● Directions for this task: Your answer should repeat every line of the records below in which the word "dead" appears.

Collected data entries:
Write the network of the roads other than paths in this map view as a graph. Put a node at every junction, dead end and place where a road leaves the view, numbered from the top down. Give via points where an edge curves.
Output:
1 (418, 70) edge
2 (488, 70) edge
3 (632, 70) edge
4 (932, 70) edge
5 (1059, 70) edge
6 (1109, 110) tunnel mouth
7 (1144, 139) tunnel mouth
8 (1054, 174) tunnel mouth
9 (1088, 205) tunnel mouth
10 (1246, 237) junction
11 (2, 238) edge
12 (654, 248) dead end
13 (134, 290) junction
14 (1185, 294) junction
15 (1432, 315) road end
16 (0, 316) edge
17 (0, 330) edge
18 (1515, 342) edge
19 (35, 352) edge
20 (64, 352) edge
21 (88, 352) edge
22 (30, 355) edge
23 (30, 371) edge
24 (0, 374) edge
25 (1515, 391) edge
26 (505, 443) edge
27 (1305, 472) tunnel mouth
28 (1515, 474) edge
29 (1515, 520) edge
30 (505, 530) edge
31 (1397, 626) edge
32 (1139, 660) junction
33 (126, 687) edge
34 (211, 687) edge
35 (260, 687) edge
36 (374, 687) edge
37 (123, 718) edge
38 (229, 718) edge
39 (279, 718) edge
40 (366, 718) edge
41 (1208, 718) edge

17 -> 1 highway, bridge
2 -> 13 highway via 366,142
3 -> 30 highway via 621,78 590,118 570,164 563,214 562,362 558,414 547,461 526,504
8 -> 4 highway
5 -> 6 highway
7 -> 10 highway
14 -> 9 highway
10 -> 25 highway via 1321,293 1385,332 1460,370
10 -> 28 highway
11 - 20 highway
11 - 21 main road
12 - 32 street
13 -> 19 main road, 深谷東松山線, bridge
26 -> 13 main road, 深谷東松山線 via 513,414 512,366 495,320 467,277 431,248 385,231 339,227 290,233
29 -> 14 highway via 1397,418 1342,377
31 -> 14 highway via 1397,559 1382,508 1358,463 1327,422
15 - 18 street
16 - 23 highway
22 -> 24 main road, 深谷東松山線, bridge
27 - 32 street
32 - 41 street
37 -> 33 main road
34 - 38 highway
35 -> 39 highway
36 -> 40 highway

● Reply to the task:
Write the network of the roads other than paths in this map view as a graph. Put a node at every junction, dead end and place where a road leaves the view, numbered from the top down. Give via points where an edge curves.
12 (654, 248) dead end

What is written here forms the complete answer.